His reasoning was that the trial could commence only if there was unanimity in parliament on the issue, an indication that religious parties like the Jamiat Ulema-e-Islam (JUI) might not come on board.

On one level, The News daily said in an editorial Friday, Gilani’s statement “in some ways at least indicates a willingness to demonstrate the maturity in politics Pakistan so desperately needs”.

“There is certainly an argument that says at this moment in time, more than anything else, Pakistan needs stability and a process of looking beyond its present problems towards the future,” the editorial added.

However, in a front-paged story, The News said that Gilani “was actually alluding to those unwritten assurances provided to the former military ruler from the ruling coalition, military leadership and Pakistan’s trusted international friends in the week that followed his resignation from the office on Monday, August 18, last year”.

It quoted multiple sources “with direct knowledge of what happened in the corridors of power” Aug 11-18 last year as saying that the deal that finally saw Musharraf’s departure was cobbled together by top Pakistan Peoples Party (PPP) leaders, including President Asif Ali Zardari and Prime Minister Gilani, army chief Gen. Ashfaq Parvez Kayani, US Ambassador Anne W. Patterson, Britain’s special envoy to Pakistan Mark Lyall Grant and an emissary of the Saudi Arabian king.

“The bottom line of this deal was to grant Pervez Musharraf a graceful departure from the presidency with guarantees that there would no impeachment or court proceedings against him in future,” a senior official with direct knowledge of what happened in the decisive week said.

“There is no guarantee of what happens to Musharraf in the distant future, but the deal promises no official disgrace for Musharraf under the present government,” the official added.

Notwithstanding the deal, The News said senior PPP leaders seem convinced that former prime minister Nawaz Sharif’s growing pressure on the government to file sedition charges against Musharraf were actually a political attempt by his PML-N to pitch the PPP government against the army.

“Mian saheb, we (the PPP) have had enough of confrontation with the army and have given enough of sacrifices, this time please excuse us now, you go ahead and do the job,” the newspaper quoted Zardari as telling Sharif during a meeting last month.

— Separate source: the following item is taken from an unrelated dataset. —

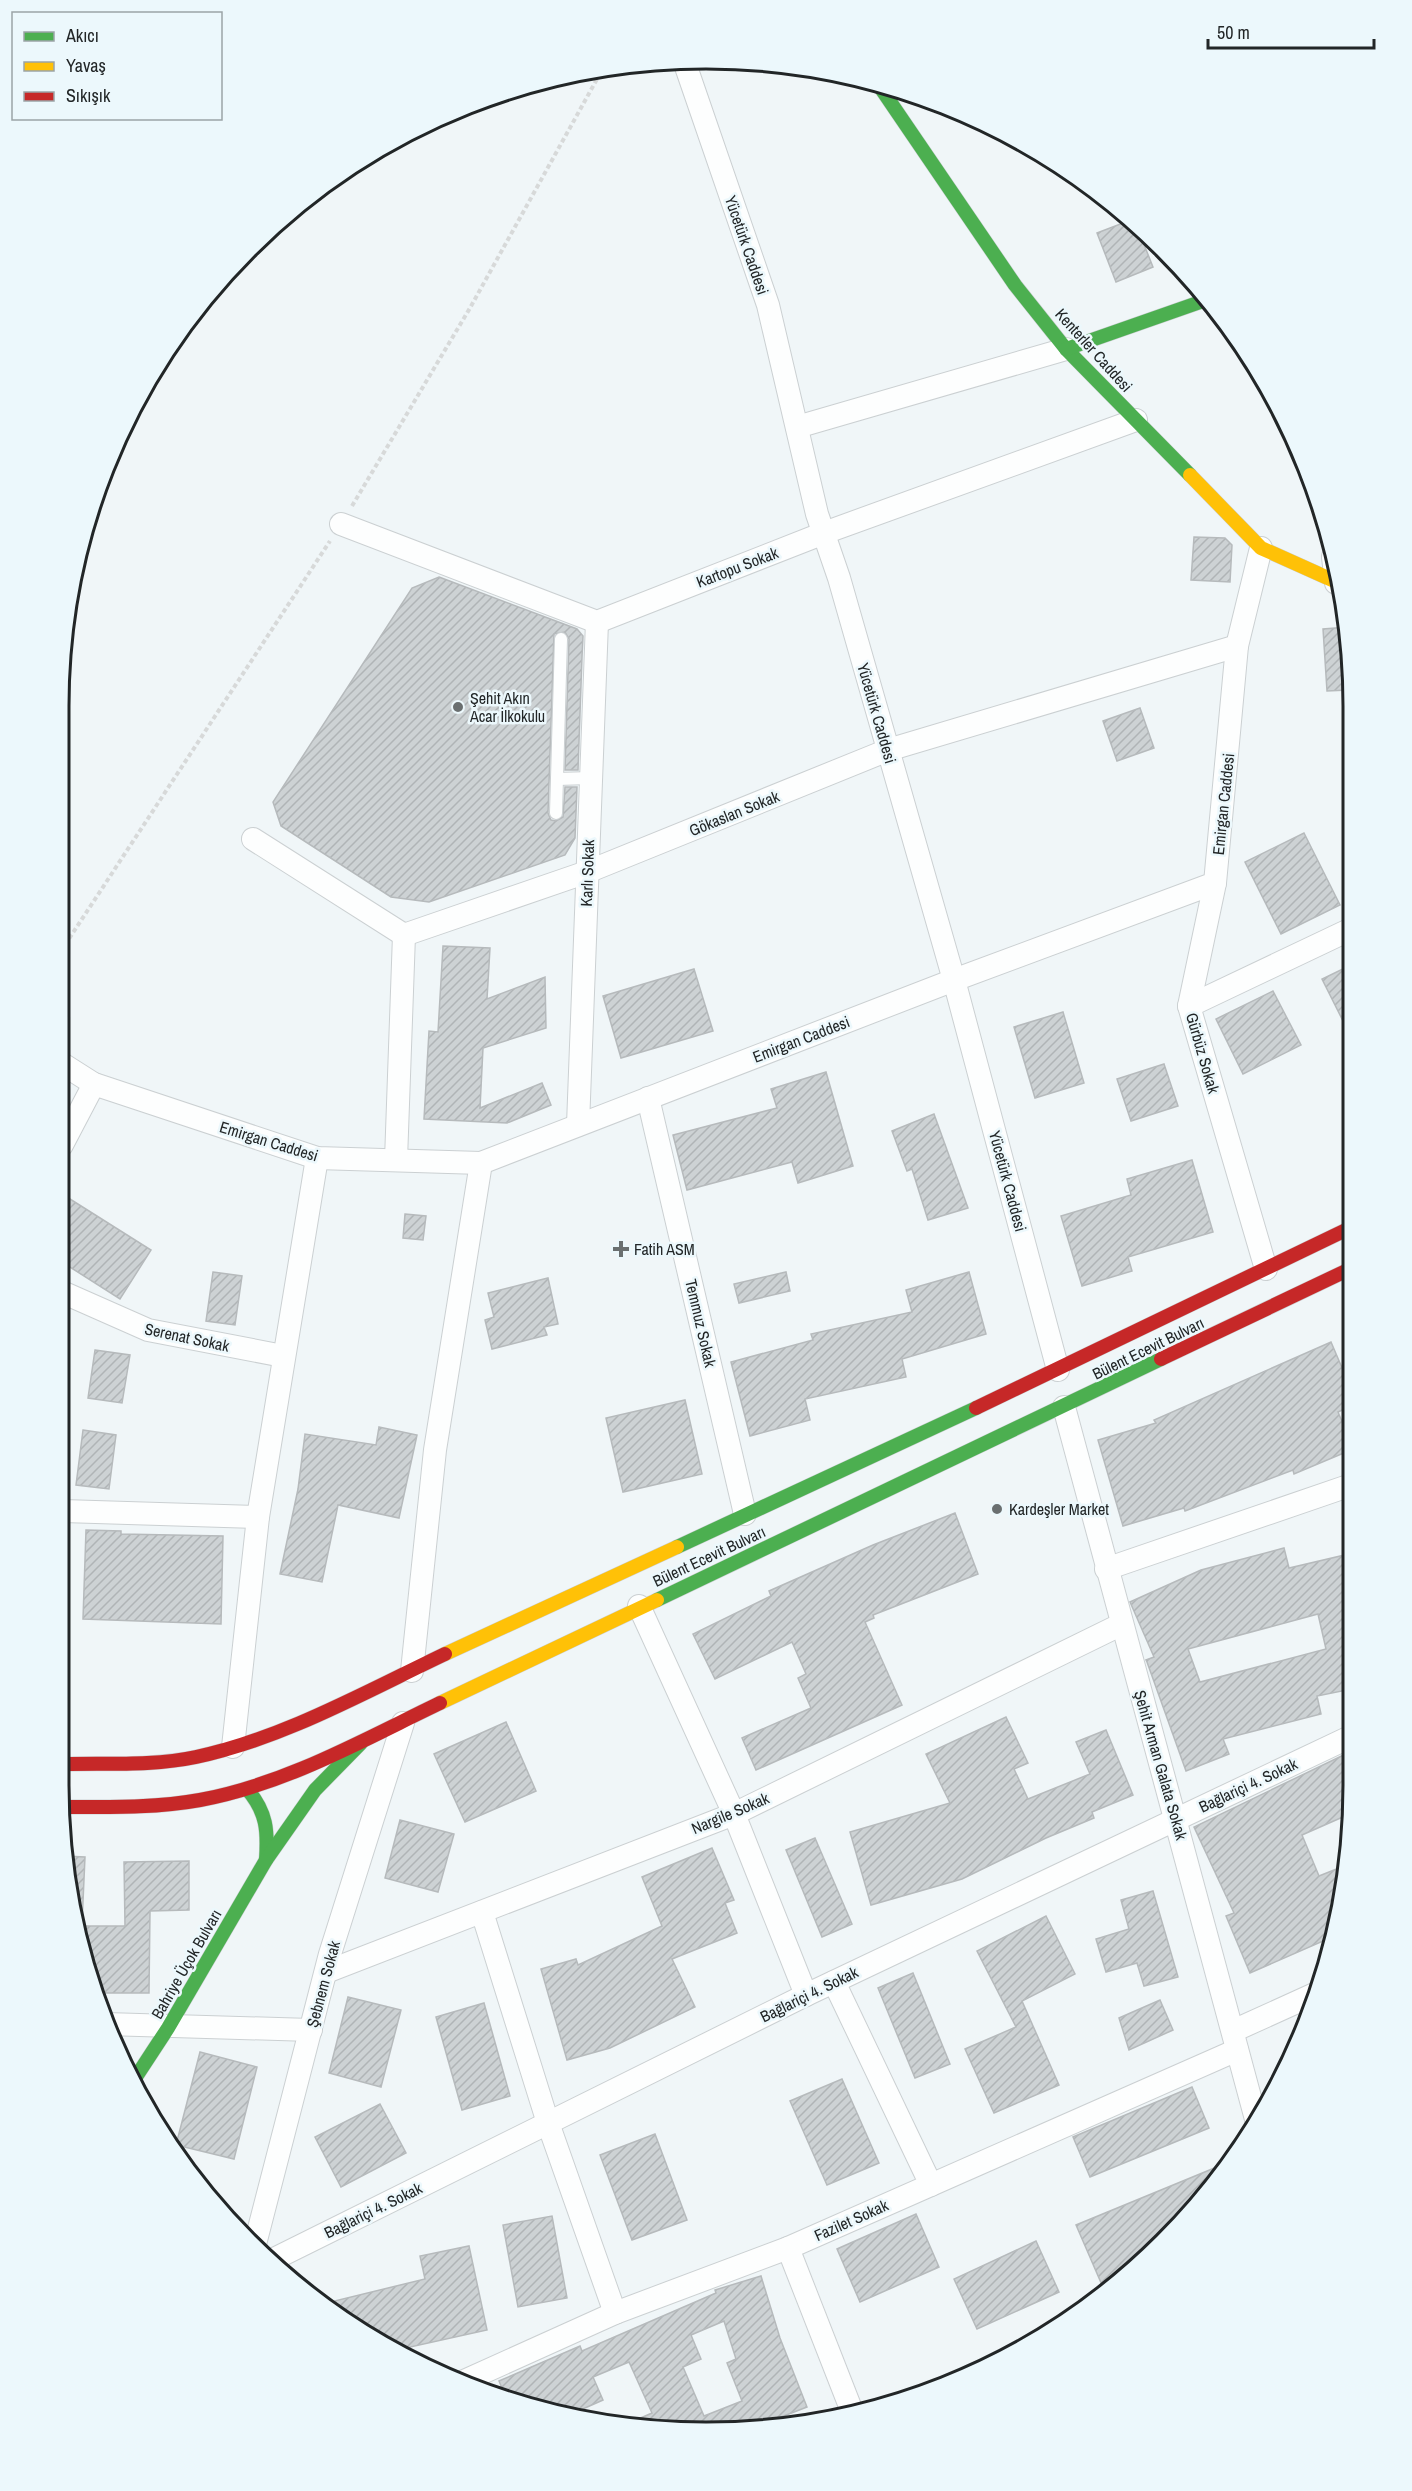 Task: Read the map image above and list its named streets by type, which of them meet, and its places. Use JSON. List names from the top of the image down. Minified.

The newspaper also noted that units from all three military services gave Musharraf “a final salute before a warm send-off by three services chiefs and the chairman of the joint chiefs of staff committee that followed his historic resignation speech”.

“This was all very carefully choreographed to give a message to the nation and the world that no military rebuke was attached to Musharraf’s departure after nine years in the presidency,” a senior security official was quoted as saying.

The Islamabad police Aug 10 registered a criminal case against Musharraf following the orders of the Additional Sessions Judge, Islamabad, Mohammad Akmal Khan.

Khan was acting on a petition filed by advocate Mohammad Aslam Ghuman seeking action against Musharraf for ordering the confinement of the Supreme Court judges after declaring an emergency in November 2007.

The FIR states that Musharraf and others had detained the Supreme Court judges and their families at their houses and their children were neither allowed to attend school nor permitted to appear in examinations.